First-Party Cookies vs Third-Party Cookies – How it Affects GA4

You probably have heard someone saying “So third-party cookies are going away, right? Should we be worried?”.

We’ve been hearing this for many years now. The thing you should be worried about already happened, and it happened in 2019. Your GA4 data has probably been wrong since then, and you can actually verify that yourself in about ten minutes.

Continue reading!

What is the difference between”first-party” and “third-party”?

A cookie is just a small text file your browser stores when you visit a website. That is how websites remember who you are between visits / sessions. The technology and concept in itself is simple.

What can be slightly confusing is the naming. A first-party cookie and a third-party cookie are technically the same format, same mechanism. The key difference is who created it.

If you visit a website and that site drops a cookie, it’s first-party. Your GA4 tracking cookie (the ‘_ga’ cookie) works this way. So does whatever keeps you logged in.

Now, same scenario, if you visit the same website and a Meta tracking pixel fires in the network and drops its own cookie while you’re browsing a site that isn’t Meta, that’s a third-party cookie. You didn’t visit Facebook. A script embedded on the page communicated to Meta’s servers and set a cookie.

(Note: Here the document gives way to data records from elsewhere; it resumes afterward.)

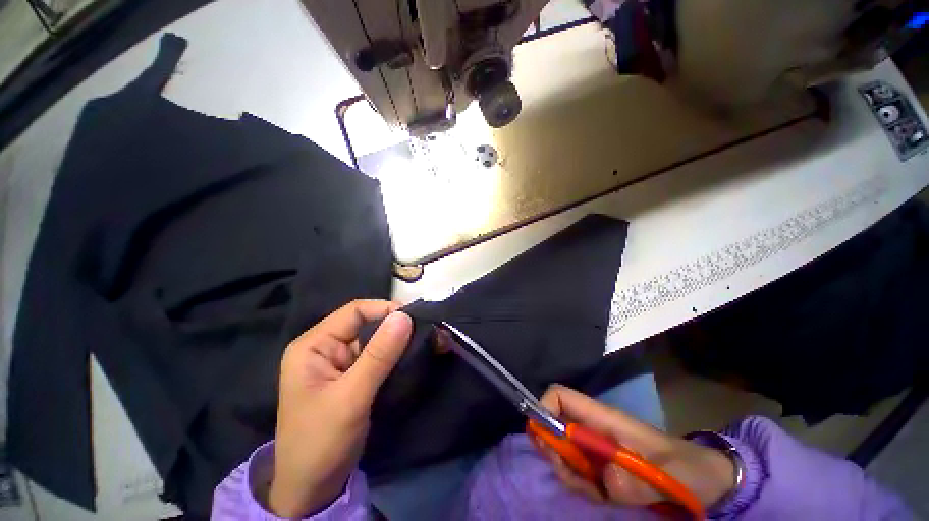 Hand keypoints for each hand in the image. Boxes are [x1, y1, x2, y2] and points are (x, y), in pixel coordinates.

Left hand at [268, 300, 412, 516]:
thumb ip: (379, 355)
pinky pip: (379, 357)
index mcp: (314, 345)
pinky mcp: (354, 376)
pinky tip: (414, 356)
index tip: (414, 317)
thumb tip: (405, 316)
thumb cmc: (321, 442)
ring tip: (427, 340)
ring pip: (376, 340)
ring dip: (400, 341)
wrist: (313, 489)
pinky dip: (397, 356)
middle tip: (426, 329)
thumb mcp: (351, 397)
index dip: (385, 309)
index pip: (354, 312)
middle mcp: (327, 347)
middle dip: (396, 326)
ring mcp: (342, 362)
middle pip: (367, 324)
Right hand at [538, 385, 735, 508]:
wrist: (702, 480)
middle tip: (576, 478)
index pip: (560, 396)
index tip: (545, 439)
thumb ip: (639, 479)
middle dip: (554, 451)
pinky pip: (575, 472)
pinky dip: (581, 486)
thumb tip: (607, 480)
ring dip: (569, 474)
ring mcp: (594, 447)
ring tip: (598, 493)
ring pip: (561, 451)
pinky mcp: (599, 465)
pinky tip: (603, 496)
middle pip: (553, 425)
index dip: (544, 408)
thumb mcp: (672, 475)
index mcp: (603, 417)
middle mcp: (592, 428)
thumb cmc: (687, 468)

This is how ad retargeting has worked for the last twenty-something years. You browse shoes on one site, and then shoe ads stalk you across every other site you visit. All third-party cookies.

The browsers started killing them (sort of)

Apple got there first. Safari shipped Intelligent Tracking Prevention back in 2017 and started blocking third-party cookies by default. Their argument was pretty straightforward. People didn’t ask to be tracked across the web, so the browser should stop it.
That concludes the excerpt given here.